The video, which was made in 2016, is a little on the nose for a company that has an entire business model predicated on data collection and advertising. It is, however, clear that it's designed as a thought experiment, rather than an outlook on what Google is building.

When these types of things leak without internal context, it's hard to know what that discussion was so we're left wondering, with a metaphor that looks definitely creepy and probably shouldn't have been made, but seemed innocuous internally. 

If this weren't by Google, it would probably be more interesting than controversial because like Black Mirror it's designed to unsettle in order to spark discussion. Or, it's just plain sinister. You decide. 


Tab Dump

Chrome will soon remove secure label from HTTPS sites
With the web nearing 70% of active traffic on HTTPS sites, Google is reversing how HTTPS warnings work and will hide the 'secure' message in favor of only warning when something is not secure. A big change, but a fantastic step toward encryption by default.

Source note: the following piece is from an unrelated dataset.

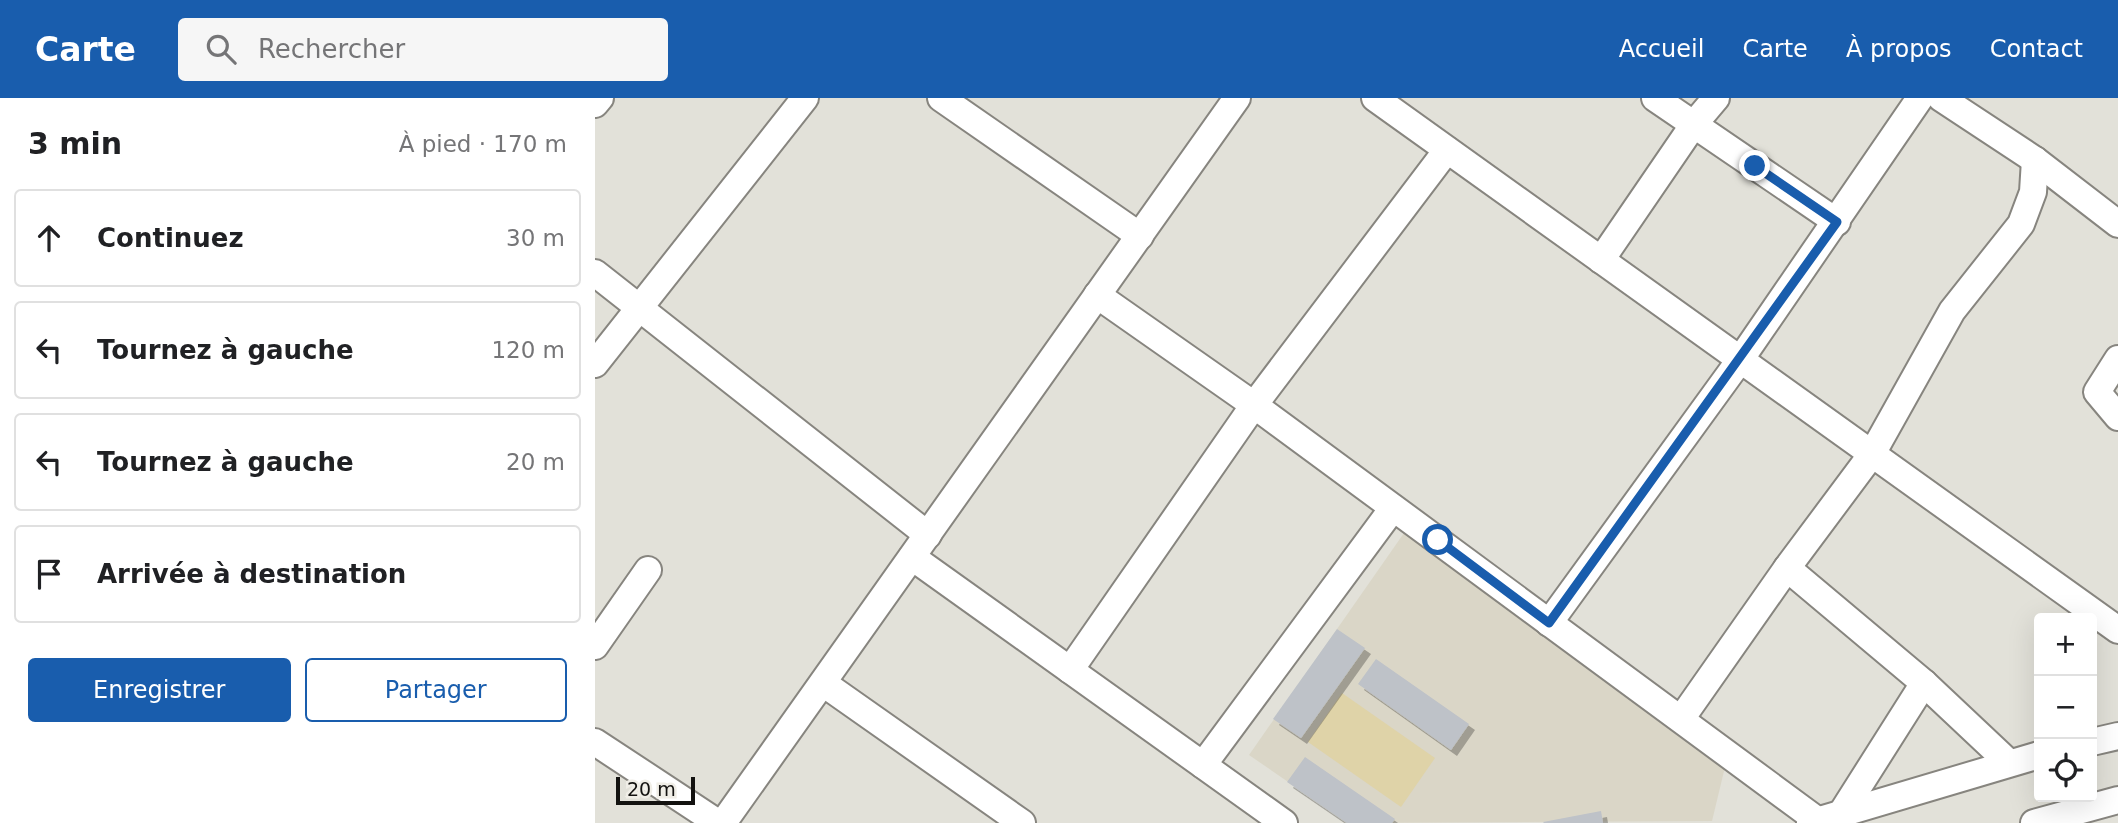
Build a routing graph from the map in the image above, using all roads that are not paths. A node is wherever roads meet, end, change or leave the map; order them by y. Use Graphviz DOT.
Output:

A bug in a website let anyone track phone location across North America
Apparently cellphone carriers in the US sell location data to the highest bidder all the time, and one of those companies accidentally let anyone access live location data without even logging in.

PayPal goes in on Square with iZettle acquisition
If you've traveled in Europe you've likely seen an iZettle payment dongle, which is a dirt-cheap way to take a variety of card payments without one of those old-school terminals. To compete with Square in Europe before it launches broadly there, Paypal acquired the company for a whopping $2.2B in all-cash.